[RECORDS FOR THE TASK]
================
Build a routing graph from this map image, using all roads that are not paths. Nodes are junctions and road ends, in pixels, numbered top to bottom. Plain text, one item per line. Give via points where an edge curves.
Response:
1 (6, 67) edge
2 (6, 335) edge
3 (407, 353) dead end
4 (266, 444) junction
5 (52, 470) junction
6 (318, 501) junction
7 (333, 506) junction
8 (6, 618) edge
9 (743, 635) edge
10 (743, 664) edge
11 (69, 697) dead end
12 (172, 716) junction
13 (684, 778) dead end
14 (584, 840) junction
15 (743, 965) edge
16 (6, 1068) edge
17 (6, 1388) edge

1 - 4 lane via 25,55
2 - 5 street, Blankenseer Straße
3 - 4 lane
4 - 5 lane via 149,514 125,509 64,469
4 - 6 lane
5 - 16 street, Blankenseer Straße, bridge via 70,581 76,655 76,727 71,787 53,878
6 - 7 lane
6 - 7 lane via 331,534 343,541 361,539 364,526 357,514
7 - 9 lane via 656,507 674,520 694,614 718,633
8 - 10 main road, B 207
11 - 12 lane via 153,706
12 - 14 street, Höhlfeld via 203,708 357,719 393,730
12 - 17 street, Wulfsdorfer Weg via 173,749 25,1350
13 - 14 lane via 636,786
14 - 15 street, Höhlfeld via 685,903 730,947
================
Copy out all of the material, word for word.

[REPLY TO THE EXERCISE]
Build a routing graph from this map image, using all roads that are not paths. Nodes are junctions and road ends, in pixels, numbered top to bottom. Plain text, one item per line. Give via points where an edge curves.
Response:
1 (6, 67) edge
2 (6, 335) edge
3 (407, 353) dead end
4 (266, 444) junction
5 (52, 470) junction
6 (318, 501) junction
7 (333, 506) junction
8 (6, 618) edge
9 (743, 635) edge
10 (743, 664) edge
11 (69, 697) dead end
12 (172, 716) junction
13 (684, 778) dead end
14 (584, 840) junction
15 (743, 965) edge
16 (6, 1068) edge
17 (6, 1388) edge

1 - 4 lane via 25,55
2 - 5 street, Blankenseer Straße
3 - 4 lane
4 - 5 lane via 149,514 125,509 64,469
4 - 6 lane
5 - 16 street, Blankenseer Straße, bridge via 70,581 76,655 76,727 71,787 53,878
6 - 7 lane
6 - 7 lane via 331,534 343,541 361,539 364,526 357,514
7 - 9 lane via 656,507 674,520 694,614 718,633
8 - 10 main road, B 207
11 - 12 lane via 153,706
12 - 14 street, Höhlfeld via 203,708 357,719 393,730
12 - 17 street, Wulfsdorfer Weg via 173,749 25,1350
13 - 14 lane via 636,786
14 - 15 street, Höhlfeld via 685,903 730,947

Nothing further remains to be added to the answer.